[Start of Attachment]
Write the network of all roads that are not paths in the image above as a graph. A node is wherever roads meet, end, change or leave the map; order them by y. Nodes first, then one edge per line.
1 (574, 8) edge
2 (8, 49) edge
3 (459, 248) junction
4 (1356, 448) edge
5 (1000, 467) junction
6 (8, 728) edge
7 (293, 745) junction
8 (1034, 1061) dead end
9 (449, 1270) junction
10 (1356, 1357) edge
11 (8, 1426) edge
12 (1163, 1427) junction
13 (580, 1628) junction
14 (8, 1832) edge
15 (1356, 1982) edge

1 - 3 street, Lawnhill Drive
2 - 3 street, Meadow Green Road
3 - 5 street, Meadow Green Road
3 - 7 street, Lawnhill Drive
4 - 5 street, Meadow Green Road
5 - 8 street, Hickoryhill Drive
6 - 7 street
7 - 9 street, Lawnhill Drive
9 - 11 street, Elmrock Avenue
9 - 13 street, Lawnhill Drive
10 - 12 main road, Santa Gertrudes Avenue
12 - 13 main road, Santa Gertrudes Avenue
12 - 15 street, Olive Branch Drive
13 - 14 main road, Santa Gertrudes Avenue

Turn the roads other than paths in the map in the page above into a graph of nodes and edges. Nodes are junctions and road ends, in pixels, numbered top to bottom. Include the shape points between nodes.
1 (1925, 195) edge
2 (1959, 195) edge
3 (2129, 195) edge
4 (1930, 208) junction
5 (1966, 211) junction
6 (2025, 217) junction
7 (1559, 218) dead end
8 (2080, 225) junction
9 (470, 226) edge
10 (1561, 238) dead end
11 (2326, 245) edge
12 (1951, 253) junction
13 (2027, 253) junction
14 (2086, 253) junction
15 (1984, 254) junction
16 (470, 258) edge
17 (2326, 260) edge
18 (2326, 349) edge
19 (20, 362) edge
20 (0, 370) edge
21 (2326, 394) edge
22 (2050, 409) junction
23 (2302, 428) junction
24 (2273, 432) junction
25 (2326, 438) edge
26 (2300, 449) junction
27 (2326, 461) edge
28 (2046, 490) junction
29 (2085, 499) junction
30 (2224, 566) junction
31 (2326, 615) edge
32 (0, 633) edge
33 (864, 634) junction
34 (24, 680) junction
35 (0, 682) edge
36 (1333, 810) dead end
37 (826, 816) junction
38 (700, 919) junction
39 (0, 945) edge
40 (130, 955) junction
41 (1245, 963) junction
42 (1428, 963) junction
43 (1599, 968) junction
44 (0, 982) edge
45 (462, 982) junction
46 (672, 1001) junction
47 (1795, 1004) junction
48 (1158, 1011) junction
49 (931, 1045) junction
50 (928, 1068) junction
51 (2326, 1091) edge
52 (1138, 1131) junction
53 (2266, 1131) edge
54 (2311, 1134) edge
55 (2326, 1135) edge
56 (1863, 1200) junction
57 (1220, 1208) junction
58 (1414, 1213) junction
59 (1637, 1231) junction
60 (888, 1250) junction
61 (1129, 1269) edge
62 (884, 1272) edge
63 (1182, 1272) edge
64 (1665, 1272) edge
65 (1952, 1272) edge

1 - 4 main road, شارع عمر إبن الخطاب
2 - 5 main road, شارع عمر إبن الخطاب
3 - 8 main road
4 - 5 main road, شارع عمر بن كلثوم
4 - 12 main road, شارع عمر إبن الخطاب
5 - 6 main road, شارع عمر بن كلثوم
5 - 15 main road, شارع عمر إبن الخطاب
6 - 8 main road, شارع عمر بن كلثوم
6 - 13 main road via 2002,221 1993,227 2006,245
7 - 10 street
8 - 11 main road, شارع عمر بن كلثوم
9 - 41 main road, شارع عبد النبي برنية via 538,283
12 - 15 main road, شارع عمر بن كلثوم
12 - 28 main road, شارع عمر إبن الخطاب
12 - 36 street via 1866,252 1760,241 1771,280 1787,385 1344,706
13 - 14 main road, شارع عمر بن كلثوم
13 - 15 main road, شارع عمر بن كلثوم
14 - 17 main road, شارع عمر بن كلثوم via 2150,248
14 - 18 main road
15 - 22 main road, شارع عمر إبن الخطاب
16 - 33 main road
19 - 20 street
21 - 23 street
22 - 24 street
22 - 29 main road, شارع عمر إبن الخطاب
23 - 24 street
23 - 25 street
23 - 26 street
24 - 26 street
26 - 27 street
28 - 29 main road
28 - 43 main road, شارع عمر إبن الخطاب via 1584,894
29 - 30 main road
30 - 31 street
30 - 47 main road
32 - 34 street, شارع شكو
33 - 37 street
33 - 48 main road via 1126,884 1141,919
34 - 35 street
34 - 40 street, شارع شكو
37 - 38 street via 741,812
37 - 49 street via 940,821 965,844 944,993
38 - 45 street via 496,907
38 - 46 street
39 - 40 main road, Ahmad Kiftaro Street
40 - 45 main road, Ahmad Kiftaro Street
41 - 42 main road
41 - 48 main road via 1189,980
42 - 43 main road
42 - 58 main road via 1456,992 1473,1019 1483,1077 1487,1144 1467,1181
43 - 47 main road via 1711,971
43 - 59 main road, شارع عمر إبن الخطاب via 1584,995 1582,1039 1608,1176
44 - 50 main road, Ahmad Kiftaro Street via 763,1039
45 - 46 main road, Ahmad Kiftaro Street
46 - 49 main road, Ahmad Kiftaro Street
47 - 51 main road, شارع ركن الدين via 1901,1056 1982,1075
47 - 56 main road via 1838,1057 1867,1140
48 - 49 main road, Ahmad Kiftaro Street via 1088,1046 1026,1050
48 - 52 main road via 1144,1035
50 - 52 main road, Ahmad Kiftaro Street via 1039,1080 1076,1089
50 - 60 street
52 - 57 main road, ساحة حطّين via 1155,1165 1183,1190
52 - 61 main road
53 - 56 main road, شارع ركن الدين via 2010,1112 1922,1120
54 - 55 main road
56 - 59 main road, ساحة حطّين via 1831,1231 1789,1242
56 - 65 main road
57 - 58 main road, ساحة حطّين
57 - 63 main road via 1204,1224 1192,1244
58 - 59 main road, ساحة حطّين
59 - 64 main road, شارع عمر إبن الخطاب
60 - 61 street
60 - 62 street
[End of Attachment]
**Aim of the task**
Nothing in the data may differ; print all of it exactly as written.

**Written answer**
Write the network of all roads that are not paths in the image above as a graph. A node is wherever roads meet, end, change or leave the map; order them by y. Nodes first, then one edge per line.
1 (574, 8) edge
2 (8, 49) edge
3 (459, 248) junction
4 (1356, 448) edge
5 (1000, 467) junction
6 (8, 728) edge
7 (293, 745) junction
8 (1034, 1061) dead end
9 (449, 1270) junction
10 (1356, 1357) edge
11 (8, 1426) edge
12 (1163, 1427) junction
13 (580, 1628) junction
14 (8, 1832) edge
15 (1356, 1982) edge

1 - 3 street, Lawnhill Drive
2 - 3 street, Meadow Green Road
3 - 5 street, Meadow Green Road
3 - 7 street, Lawnhill Drive
4 - 5 street, Meadow Green Road
5 - 8 street, Hickoryhill Drive
6 - 7 street
7 - 9 street, Lawnhill Drive
9 - 11 street, Elmrock Avenue
9 - 13 street, Lawnhill Drive
10 - 12 main road, Santa Gertrudes Avenue
12 - 13 main road, Santa Gertrudes Avenue
12 - 15 street, Olive Branch Drive
13 - 14 main road, Santa Gertrudes Avenue

Turn the roads other than paths in the map in the page above into a graph of nodes and edges. Nodes are junctions and road ends, in pixels, numbered top to bottom. Include the shape points between nodes.
1 (1925, 195) edge
2 (1959, 195) edge
3 (2129, 195) edge
4 (1930, 208) junction
5 (1966, 211) junction
6 (2025, 217) junction
7 (1559, 218) dead end
8 (2080, 225) junction
9 (470, 226) edge
10 (1561, 238) dead end
11 (2326, 245) edge
12 (1951, 253) junction
13 (2027, 253) junction
14 (2086, 253) junction
15 (1984, 254) junction
16 (470, 258) edge
17 (2326, 260) edge
18 (2326, 349) edge
19 (20, 362) edge
20 (0, 370) edge
21 (2326, 394) edge
22 (2050, 409) junction
23 (2302, 428) junction
24 (2273, 432) junction
25 (2326, 438) edge
26 (2300, 449) junction
27 (2326, 461) edge
28 (2046, 490) junction
29 (2085, 499) junction
30 (2224, 566) junction
31 (2326, 615) edge
32 (0, 633) edge
33 (864, 634) junction
34 (24, 680) junction
35 (0, 682) edge
36 (1333, 810) dead end
37 (826, 816) junction
38 (700, 919) junction
39 (0, 945) edge
40 (130, 955) junction
41 (1245, 963) junction
42 (1428, 963) junction
43 (1599, 968) junction
44 (0, 982) edge
45 (462, 982) junction
46 (672, 1001) junction
47 (1795, 1004) junction
48 (1158, 1011) junction
49 (931, 1045) junction
50 (928, 1068) junction
51 (2326, 1091) edge
52 (1138, 1131) junction
53 (2266, 1131) edge
54 (2311, 1134) edge
55 (2326, 1135) edge
56 (1863, 1200) junction
57 (1220, 1208) junction
58 (1414, 1213) junction
59 (1637, 1231) junction
60 (888, 1250) junction
61 (1129, 1269) edge
62 (884, 1272) edge
63 (1182, 1272) edge
64 (1665, 1272) edge
65 (1952, 1272) edge

1 - 4 main road, شارع عمر إبن الخطاب
2 - 5 main road, شارع عمر إبن الخطاب
3 - 8 main road
4 - 5 main road, شارع عمر بن كلثوم
4 - 12 main road, شارع عمر إبن الخطاب
5 - 6 main road, شارع عمر بن كلثوم
5 - 15 main road, شارع عمر إبن الخطاب
6 - 8 main road, شارع عمر بن كلثوم
6 - 13 main road via 2002,221 1993,227 2006,245
7 - 10 street
8 - 11 main road, شارع عمر بن كلثوم
9 - 41 main road, شارع عبد النبي برنية via 538,283
12 - 15 main road, شارع عمر بن كلثوم
12 - 28 main road, شارع عمر إبن الخطاب
12 - 36 street via 1866,252 1760,241 1771,280 1787,385 1344,706
13 - 14 main road, شارع عمر بن كلثوم
13 - 15 main road, شارع عمر بن كلثوم
14 - 17 main road, شارع عمر بن كلثوم via 2150,248
14 - 18 main road
15 - 22 main road, شارع عمر إبن الخطاب
16 - 33 main road
19 - 20 street
21 - 23 street
22 - 24 street
22 - 29 main road, شارع عمر إبن الخطاب
23 - 24 street
23 - 25 street
23 - 26 street
24 - 26 street
26 - 27 street
28 - 29 main road
28 - 43 main road, شارع عمر إبن الخطاب via 1584,894
29 - 30 main road
30 - 31 street
30 - 47 main road
32 - 34 street, شارع شكو
33 - 37 street
33 - 48 main road via 1126,884 1141,919
34 - 35 street
34 - 40 street, شارع شكو
37 - 38 street via 741,812
37 - 49 street via 940,821 965,844 944,993
38 - 45 street via 496,907
38 - 46 street
39 - 40 main road, Ahmad Kiftaro Street
40 - 45 main road, Ahmad Kiftaro Street
41 - 42 main road
41 - 48 main road via 1189,980
42 - 43 main road
42 - 58 main road via 1456,992 1473,1019 1483,1077 1487,1144 1467,1181
43 - 47 main road via 1711,971
43 - 59 main road, شارع عمر إبن الخطاب via 1584,995 1582,1039 1608,1176
44 - 50 main road, Ahmad Kiftaro Street via 763,1039
45 - 46 main road, Ahmad Kiftaro Street
46 - 49 main road, Ahmad Kiftaro Street
47 - 51 main road, شارع ركن الدين via 1901,1056 1982,1075
47 - 56 main road via 1838,1057 1867,1140
48 - 49 main road, Ahmad Kiftaro Street via 1088,1046 1026,1050
48 - 52 main road via 1144,1035
50 - 52 main road, Ahmad Kiftaro Street via 1039,1080 1076,1089
50 - 60 street
52 - 57 main road, ساحة حطّين via 1155,1165 1183,1190
52 - 61 main road
53 - 56 main road, شارع ركن الدين via 2010,1112 1922,1120
54 - 55 main road
56 - 59 main road, ساحة حطّين via 1831,1231 1789,1242
56 - 65 main road
57 - 58 main road, ساحة حطّين
57 - 63 main road via 1204,1224 1192,1244
58 - 59 main road, ساحة حطّين
59 - 64 main road, شارع عمر إبن الخطاب
60 - 61 street
60 - 62 street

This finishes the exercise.